Introduction: Radiologists frequently lack direct patient contact due to time constraints. Digital medical interview assistants aim to facilitate the collection of health information. In this paper, we propose leveraging conversational agents to realize a medical interview assistant to facilitate medical history taking, while at the same time offering patients the opportunity to ask questions on the examination.

Methods: MIA, the digital medical interview assistant, was developed using a person-based design approach, involving patient opinions and expert knowledge during the design and development with a specific use case in collecting information before a mammography examination. MIA consists of two modules: the interview module and the question answering module (Q&A). To ensure interoperability with clinical information systems, we use HL7 FHIR to store and exchange the results collected by MIA during the patient interaction. The system was evaluated according to an existing evaluation framework that covers a broad range of aspects related to the technical quality of a conversational agent including usability, but also accessibility and security.

Results: Thirty-six patients recruited from two Swiss hospitals (Lindenhof group and Inselspital, Bern) and two patient organizations conducted the usability test. MIA was favorably received by the participants, who particularly noted the clarity of communication. However, there is room for improvement in the perceived quality of the conversation, the information provided, and the protection of privacy. The Q&A module achieved a precision of 0.51, a recall of 0.87 and an F-Score of 0.64 based on 114 questions asked by the participants. Security and accessibility also require improvements.

Conclusion: The applied person-based process described in this paper can provide best practices for future development of medical interview assistants. The application of a standardized evaluation framework helped in saving time and ensures comparability of results.
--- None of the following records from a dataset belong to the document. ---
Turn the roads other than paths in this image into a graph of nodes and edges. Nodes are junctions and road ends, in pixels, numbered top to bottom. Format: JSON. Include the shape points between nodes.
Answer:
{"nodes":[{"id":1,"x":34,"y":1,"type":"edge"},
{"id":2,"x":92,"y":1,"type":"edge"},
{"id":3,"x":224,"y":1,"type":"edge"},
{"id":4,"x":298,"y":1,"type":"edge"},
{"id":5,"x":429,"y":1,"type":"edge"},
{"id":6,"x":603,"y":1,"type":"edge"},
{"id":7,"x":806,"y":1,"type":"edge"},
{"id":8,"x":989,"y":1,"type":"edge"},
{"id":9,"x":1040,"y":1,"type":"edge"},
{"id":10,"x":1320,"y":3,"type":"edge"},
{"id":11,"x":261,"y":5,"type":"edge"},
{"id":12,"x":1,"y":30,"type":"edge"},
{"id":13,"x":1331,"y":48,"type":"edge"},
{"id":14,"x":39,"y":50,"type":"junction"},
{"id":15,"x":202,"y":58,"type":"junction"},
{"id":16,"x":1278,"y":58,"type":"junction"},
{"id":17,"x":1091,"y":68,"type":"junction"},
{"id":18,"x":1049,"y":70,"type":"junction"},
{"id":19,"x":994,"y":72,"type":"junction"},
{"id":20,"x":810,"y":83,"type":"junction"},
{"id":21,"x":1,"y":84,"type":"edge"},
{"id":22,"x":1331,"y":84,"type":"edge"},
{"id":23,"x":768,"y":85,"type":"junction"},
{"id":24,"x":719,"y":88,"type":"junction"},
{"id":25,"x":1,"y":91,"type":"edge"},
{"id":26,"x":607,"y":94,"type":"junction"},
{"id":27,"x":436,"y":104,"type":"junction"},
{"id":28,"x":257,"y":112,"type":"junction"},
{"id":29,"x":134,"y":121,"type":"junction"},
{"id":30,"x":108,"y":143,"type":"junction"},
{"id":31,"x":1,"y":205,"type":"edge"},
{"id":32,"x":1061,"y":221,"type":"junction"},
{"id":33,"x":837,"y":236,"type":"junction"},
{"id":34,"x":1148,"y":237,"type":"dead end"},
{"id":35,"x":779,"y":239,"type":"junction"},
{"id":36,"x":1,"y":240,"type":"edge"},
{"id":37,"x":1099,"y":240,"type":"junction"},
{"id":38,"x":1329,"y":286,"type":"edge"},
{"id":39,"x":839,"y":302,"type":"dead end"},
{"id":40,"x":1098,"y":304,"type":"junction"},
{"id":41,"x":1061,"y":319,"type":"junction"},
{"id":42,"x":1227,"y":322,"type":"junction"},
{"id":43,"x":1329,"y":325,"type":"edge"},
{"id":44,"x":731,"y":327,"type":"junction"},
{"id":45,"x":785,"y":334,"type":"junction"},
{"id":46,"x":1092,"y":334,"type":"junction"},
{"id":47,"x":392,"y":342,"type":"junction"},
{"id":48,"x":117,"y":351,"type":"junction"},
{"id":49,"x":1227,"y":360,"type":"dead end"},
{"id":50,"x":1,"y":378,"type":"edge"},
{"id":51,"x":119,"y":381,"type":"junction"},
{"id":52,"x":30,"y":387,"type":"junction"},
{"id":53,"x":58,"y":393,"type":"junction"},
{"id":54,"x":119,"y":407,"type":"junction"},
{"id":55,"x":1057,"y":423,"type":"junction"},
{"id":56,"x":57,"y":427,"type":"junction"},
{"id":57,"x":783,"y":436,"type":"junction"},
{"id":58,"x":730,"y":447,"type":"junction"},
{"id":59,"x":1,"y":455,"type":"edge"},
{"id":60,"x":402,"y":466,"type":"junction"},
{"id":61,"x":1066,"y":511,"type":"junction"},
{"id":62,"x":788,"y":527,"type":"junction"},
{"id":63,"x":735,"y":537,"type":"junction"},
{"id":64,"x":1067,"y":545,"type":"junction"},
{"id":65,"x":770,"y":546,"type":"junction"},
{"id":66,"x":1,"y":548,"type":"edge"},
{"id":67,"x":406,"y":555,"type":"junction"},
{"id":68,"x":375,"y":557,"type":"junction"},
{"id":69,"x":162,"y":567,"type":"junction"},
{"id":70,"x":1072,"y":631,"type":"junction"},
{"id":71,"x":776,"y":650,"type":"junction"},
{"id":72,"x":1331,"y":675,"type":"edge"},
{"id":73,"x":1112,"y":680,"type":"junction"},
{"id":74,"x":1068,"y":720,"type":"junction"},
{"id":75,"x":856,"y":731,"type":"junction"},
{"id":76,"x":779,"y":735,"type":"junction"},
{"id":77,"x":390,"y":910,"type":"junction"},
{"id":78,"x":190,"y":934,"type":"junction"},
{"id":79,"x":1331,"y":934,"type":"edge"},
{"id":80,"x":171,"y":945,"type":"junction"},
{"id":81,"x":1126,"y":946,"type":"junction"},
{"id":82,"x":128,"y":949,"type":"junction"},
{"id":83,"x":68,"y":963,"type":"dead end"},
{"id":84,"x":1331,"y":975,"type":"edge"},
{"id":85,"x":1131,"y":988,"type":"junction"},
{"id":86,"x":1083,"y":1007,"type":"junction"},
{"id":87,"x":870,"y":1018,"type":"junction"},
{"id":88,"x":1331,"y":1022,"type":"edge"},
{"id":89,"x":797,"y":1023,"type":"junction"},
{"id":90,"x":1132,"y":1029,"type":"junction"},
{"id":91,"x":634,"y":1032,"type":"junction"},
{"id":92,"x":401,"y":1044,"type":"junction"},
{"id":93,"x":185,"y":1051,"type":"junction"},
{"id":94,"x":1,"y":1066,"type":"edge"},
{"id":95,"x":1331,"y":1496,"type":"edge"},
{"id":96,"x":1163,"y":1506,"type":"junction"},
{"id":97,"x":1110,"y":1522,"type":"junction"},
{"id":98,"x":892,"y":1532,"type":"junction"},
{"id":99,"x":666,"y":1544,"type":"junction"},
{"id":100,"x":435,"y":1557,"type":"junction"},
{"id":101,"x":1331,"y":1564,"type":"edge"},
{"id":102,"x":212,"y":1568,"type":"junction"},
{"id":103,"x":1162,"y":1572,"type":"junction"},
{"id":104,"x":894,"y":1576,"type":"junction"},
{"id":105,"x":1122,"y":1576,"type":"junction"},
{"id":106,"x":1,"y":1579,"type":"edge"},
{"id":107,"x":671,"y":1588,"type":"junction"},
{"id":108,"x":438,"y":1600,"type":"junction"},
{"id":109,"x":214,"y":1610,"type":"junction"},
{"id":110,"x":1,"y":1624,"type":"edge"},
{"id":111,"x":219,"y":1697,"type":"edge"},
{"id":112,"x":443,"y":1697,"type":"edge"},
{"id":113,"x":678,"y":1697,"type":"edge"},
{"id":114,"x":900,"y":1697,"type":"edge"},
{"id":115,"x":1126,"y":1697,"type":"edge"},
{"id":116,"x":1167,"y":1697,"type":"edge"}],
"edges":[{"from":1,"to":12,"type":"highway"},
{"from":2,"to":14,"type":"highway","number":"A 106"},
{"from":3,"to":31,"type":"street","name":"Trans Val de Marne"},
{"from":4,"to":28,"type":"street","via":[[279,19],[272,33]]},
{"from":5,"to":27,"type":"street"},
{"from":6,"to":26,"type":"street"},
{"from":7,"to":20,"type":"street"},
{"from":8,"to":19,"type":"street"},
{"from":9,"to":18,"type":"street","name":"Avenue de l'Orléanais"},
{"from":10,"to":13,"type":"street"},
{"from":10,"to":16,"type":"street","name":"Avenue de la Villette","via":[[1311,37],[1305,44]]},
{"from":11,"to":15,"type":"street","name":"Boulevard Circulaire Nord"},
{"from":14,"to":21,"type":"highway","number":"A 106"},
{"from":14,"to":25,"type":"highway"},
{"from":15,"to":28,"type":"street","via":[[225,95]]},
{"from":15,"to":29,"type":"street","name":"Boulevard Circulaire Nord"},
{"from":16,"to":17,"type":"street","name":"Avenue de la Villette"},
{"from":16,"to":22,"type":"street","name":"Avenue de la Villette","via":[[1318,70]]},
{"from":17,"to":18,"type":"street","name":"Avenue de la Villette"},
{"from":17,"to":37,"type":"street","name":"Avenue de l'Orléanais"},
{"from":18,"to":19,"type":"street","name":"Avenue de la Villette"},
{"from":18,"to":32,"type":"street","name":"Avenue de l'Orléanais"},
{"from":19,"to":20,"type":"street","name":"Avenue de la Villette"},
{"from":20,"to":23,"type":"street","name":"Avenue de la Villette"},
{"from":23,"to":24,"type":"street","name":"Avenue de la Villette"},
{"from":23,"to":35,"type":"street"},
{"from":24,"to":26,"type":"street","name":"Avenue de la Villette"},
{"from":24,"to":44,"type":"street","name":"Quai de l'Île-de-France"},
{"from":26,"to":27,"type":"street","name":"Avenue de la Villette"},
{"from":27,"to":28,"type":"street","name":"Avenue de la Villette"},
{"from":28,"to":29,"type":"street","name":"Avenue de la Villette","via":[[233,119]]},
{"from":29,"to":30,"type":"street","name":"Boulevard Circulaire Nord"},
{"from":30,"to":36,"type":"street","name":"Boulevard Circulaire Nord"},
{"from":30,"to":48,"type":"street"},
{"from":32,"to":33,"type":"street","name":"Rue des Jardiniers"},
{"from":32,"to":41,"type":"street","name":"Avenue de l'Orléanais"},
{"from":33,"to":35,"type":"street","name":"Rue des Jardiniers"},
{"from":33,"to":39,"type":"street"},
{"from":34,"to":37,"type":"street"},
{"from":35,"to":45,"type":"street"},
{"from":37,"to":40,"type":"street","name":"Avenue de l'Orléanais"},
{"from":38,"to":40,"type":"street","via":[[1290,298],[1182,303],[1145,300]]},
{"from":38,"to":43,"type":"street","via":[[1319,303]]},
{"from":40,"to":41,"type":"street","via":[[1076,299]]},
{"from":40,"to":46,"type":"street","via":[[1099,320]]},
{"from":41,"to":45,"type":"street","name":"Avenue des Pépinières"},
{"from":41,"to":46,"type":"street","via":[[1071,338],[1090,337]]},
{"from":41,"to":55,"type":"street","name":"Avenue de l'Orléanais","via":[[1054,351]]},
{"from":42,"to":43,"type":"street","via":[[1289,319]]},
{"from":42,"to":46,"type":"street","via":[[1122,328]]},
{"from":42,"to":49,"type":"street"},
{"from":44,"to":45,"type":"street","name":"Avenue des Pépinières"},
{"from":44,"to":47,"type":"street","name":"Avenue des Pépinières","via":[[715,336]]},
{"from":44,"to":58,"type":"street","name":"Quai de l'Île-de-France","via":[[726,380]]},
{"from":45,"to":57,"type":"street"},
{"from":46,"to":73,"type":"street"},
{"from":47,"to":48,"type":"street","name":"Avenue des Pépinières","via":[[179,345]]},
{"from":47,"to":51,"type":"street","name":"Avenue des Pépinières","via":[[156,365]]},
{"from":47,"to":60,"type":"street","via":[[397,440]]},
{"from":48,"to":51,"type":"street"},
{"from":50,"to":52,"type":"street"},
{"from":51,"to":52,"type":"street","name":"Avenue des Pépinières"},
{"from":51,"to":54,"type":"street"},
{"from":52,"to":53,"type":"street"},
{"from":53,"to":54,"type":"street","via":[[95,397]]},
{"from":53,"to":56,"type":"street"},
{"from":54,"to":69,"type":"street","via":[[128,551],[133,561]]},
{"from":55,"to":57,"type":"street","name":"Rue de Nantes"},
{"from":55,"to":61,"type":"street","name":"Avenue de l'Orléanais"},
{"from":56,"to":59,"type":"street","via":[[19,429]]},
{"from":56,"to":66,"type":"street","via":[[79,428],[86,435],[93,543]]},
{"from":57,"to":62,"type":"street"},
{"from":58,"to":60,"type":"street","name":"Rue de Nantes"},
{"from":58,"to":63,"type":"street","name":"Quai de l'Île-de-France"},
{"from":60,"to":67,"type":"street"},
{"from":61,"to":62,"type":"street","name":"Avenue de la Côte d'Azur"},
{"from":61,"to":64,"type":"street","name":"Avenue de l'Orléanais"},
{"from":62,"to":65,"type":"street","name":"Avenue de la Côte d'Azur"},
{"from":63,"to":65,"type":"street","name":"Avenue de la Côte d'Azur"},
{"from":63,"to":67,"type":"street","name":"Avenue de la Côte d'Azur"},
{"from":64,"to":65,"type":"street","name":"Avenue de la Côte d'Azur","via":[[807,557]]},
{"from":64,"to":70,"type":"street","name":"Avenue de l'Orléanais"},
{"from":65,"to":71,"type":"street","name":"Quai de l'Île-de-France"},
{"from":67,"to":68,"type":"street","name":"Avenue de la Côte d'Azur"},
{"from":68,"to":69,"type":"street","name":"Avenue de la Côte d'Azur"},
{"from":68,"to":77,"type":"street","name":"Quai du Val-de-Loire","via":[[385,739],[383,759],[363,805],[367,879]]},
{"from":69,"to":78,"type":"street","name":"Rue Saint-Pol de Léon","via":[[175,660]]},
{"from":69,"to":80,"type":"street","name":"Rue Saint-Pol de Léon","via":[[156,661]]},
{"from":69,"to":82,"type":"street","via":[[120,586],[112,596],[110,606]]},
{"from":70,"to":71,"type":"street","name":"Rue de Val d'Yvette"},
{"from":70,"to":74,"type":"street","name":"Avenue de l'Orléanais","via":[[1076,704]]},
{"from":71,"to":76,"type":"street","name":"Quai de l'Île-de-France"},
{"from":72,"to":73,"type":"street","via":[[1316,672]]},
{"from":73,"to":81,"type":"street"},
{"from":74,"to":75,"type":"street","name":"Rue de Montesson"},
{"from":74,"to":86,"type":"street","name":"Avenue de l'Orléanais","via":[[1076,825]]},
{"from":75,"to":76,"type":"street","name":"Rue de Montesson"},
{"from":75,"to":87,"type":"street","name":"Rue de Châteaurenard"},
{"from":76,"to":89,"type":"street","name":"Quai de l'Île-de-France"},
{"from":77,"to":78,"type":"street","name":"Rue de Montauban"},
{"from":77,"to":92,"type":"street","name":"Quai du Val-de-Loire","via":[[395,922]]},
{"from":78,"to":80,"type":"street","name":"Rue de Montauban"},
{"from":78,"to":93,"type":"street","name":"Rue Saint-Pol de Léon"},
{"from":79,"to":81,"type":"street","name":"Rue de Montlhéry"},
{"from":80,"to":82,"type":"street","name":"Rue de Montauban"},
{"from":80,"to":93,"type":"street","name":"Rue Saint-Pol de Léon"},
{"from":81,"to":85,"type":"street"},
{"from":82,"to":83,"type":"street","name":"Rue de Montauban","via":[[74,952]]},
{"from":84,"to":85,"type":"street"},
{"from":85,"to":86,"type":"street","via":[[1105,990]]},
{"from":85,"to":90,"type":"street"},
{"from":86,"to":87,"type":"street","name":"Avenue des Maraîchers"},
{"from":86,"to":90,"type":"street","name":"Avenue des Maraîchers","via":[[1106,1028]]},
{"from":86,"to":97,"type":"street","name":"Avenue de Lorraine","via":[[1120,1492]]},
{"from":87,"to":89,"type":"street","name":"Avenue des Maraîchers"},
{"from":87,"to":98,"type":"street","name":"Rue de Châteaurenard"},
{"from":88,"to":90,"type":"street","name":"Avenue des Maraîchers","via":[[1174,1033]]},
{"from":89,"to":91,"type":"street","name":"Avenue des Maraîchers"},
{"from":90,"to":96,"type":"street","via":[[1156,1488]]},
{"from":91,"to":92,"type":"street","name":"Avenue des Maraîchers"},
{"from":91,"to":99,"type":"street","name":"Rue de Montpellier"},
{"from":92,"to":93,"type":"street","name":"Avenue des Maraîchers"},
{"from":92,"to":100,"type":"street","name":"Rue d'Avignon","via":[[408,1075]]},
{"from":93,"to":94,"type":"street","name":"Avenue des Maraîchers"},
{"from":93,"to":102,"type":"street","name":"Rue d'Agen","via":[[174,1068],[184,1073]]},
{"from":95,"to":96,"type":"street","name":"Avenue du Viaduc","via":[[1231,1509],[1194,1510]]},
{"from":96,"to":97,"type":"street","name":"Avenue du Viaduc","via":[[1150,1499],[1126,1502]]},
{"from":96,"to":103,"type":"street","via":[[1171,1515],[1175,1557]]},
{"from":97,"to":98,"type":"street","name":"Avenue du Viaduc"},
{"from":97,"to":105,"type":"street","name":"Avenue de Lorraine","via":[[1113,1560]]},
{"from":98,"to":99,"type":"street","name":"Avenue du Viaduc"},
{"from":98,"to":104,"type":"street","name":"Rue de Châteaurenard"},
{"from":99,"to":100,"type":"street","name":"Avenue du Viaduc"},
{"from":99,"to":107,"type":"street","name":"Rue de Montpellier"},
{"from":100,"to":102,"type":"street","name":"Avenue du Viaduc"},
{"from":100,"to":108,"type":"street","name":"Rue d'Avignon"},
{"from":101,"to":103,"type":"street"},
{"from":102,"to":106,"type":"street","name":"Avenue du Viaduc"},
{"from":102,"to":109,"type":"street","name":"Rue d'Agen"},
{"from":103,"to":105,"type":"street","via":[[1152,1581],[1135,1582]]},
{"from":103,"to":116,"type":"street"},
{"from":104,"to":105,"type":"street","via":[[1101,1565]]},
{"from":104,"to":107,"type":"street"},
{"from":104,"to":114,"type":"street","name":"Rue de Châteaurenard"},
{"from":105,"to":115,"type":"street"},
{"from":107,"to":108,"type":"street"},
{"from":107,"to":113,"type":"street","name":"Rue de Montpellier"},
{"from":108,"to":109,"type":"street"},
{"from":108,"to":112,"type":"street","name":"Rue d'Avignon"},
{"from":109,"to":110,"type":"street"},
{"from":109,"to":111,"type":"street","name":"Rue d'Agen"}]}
以人为本设计和评估 MIA--放射学数字医学访谈助手。
导言:由于时间限制,放射科医生经常无法直接接触病人。数字医疗问诊助手旨在为收集健康信息提供便利。在本文中,我们建议利用对话代理来实现医疗问诊助手,以方便病史采集,同时为患者提供在检查中提问的机会:方法:数字医疗问诊助手 MIA 的开发采用了以人为本的设计方法,在设计和开发过程中参考了患者的意见和专家的知识,并以乳腺 X 射线检查前的信息收集为特定用例。MIA 由两个模块组成:访谈模块和问题解答模块(Q&A)。为确保与临床信息系统的互操作性,我们使用 HL7 FHIR 来存储和交换 MIA 在与患者互动过程中收集到的结果。我们根据现有的评估框架对该系统进行了评估,该框架涵盖了与对话代理技术质量相关的广泛方面,包括可用性、可访问性和安全性:从瑞士两家医院(伯尔尼的林登霍夫医院和 Inselspital 医院)和两个患者组织招募的 36 名患者进行了可用性测试。MIA 得到了参与者的好评,他们尤其注意到了通信的清晰度。不过,在对话质量、提供的信息和隐私保护方面还有待改进。根据参与者提出的 114 个问题,问答模块的精确度为 0.51,召回率为 0.87,F-Score 为 0.64。安全性和可访问性也需要改进:本文所描述的基于人的应用流程可为未来医学访谈助手的开发提供最佳实践。标准化评估框架的应用有助于节省时间并确保结果的可比性。
本文章由计算机程序翻译,如有差异,请以英文原文为准。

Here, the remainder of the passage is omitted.